Contrary to regular (or local) program execution, programs (jobs) are launched on the Login (or Controller) server and are distributed to one or more of the physical servers (Nodes). SLURM is the software that helps defining and executing these jobs, as well as managing users, permissions and resource allocation. It helps tracking and displaying job details as well.

Useful Commands .

After logging in, you’ll be able to use these command:

sinfo -N – shows the state of each node:

    • idle: No job currently runs on the node.
    • mix: Jobs currently run on this node.
    • down: Node error.
    • drain (drng): The node waits for its jobs to finish and won’t accept new jobs (usually before boot).
    • boot: The node is rebooting (usually after an update).

squeue – show the currently running and pending jobs. Use ‘squeue -u $USER’ to view only your jobs.

Job states (ST):

      • R: The job is running.
      • PD: The job is pending (waiting in queue to run).
      • CG: The job is completing and will be finished soon.

If the job is pending (PD), the NODELIST(REASON) column will indicate why:

      • Priority: A higher priority job is pending execution.
      • Resources: The job has the highest priority and is waiting for resources.
      • QOS*Limit: You have the maximum number of jobs running. The job will launch when another one finishes. Refer to the Job and resource limits section.
      • launch failed requeued held: Job launch failed due to an unknown reason. Use scontrol to requeue the job. Contact us if the problem persists.

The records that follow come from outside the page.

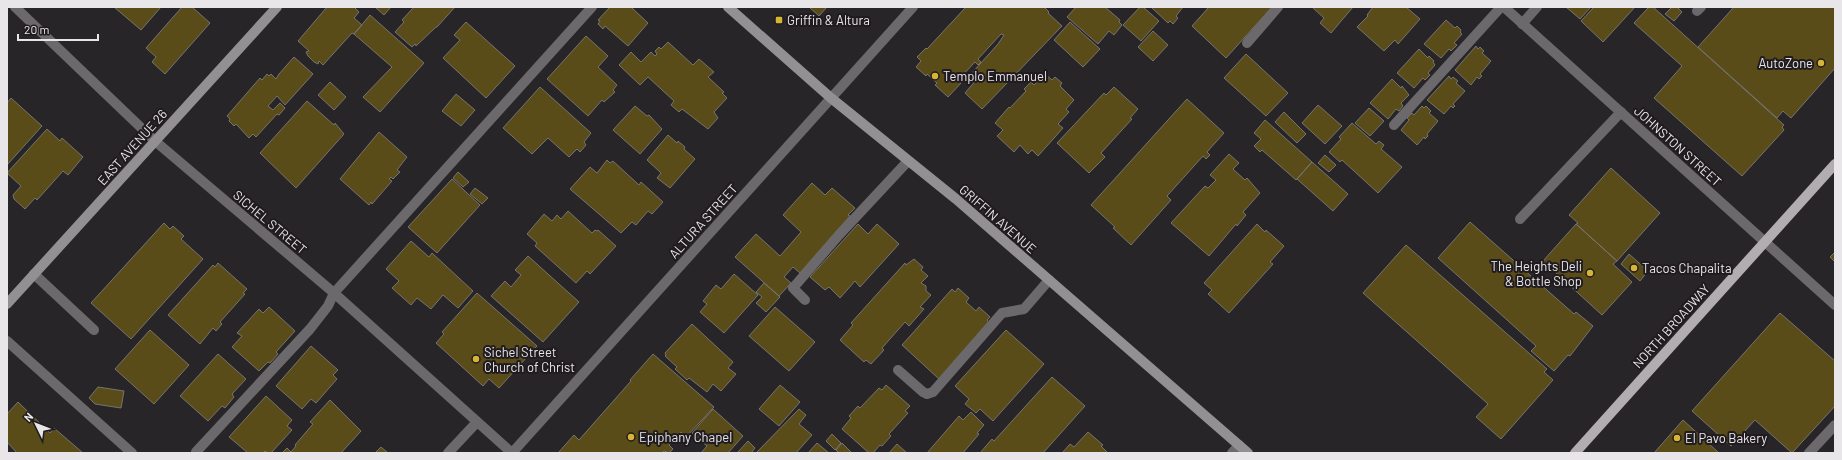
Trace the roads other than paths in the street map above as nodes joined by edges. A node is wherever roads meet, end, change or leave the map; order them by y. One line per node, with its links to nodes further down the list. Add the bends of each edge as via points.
1 (15, 7): 14 (street, SICHEL STREET)
2 (277, 7): 14 (street, EAST AVENUE 26)
3 (592, 7): 21 (street)
4 (728, 7): 11 (street, GRIFFIN AVENUE)
5 (913, 7): 11 (street, ALTURA STREET)
6 (1278, 7): 10 (street)
7 (1502, 7): 9 (street, JOHNSTON STREET); 13 (street)
8 (1537, 7): 9 (street)
9 (1522, 24): 12 (street, JOHNSTON STREET)
10 (1246, 43)
11 (831, 98): 15 (street, GRIFFIN AVENUE); 34 (street, ALTURA STREET)
12 (1621, 112): 17 (street); 18 (street, JOHNSTON STREET)
13 (1394, 125)
14 (156, 141): 19 (street, EAST AVENUE 26); 21 (street, SICHEL STREET)
15 (908, 161): 20 (street, GRIFFIN AVENUE); 22 (street, via 838,235 793,288)
16 (1835, 164): 18 (main road, NORTH BROADWAY)
17 (1520, 218)
18 (1765, 242): 24 (street, JOHNSTON STREET); 37 (main road, NORTH BROADWAY)
19 (34, 274): 23 (street, EAST AVENUE 26); 25 (street)
20 (1049, 280): 27 (street, via 1024,308 1002,313 933,392 923,392); 30 (street, GRIFFIN AVENUE)
21 (334, 293): 28 (street, SICHEL STREET); 31 (street, via 328,306 310,329)
22 (804, 300)
23 (7, 304)
24 (1835, 305)
25 (94, 330)
26 (7, 341): 32 (street)
27 (898, 370)
28 (477, 422): 33 (street); 34 (street, SICHEL STREET)
29 (1835, 425): 38 (street)
30 (1239, 445): 35 (street); 36 (street, GRIFFIN AVENUE)
31 (196, 452)
32 (132, 453)
33 (448, 453)
34 (512, 453)
35 (1232, 453)
36 (1248, 453)
37 (1575, 453)
38 (1809, 453)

scontrol – used to control jobs. You can only control your jobs.

    • scontrol show job <id>: show details for job with id <id> (JOBID column in squeue).
    • scontrol requeue <id>: requeue job with id <id>

scancel – cancels a job. You can only cancel your jobs.

    • scancel job <id>

Your home folder is /home/<username>, is shared across the network and is the same folder on all the nodes. If you’re coming from Rishon cluster – your home folder is the same.
Important: Although the storage system is fault-tolerant, backup your files regularly to an external location. Make sure you have a backup when you finish a course or a project – home folders of inactive users will be deleted without prior notice.

Note: Although using SSH via a command shell (on Windows, Linux or Mac) is possible, you may want to take advantage of free graphical clients such as MobaXterm which also provides an SFTP file explorer to enable easy to use drag-and-drop file transfer to and from the server.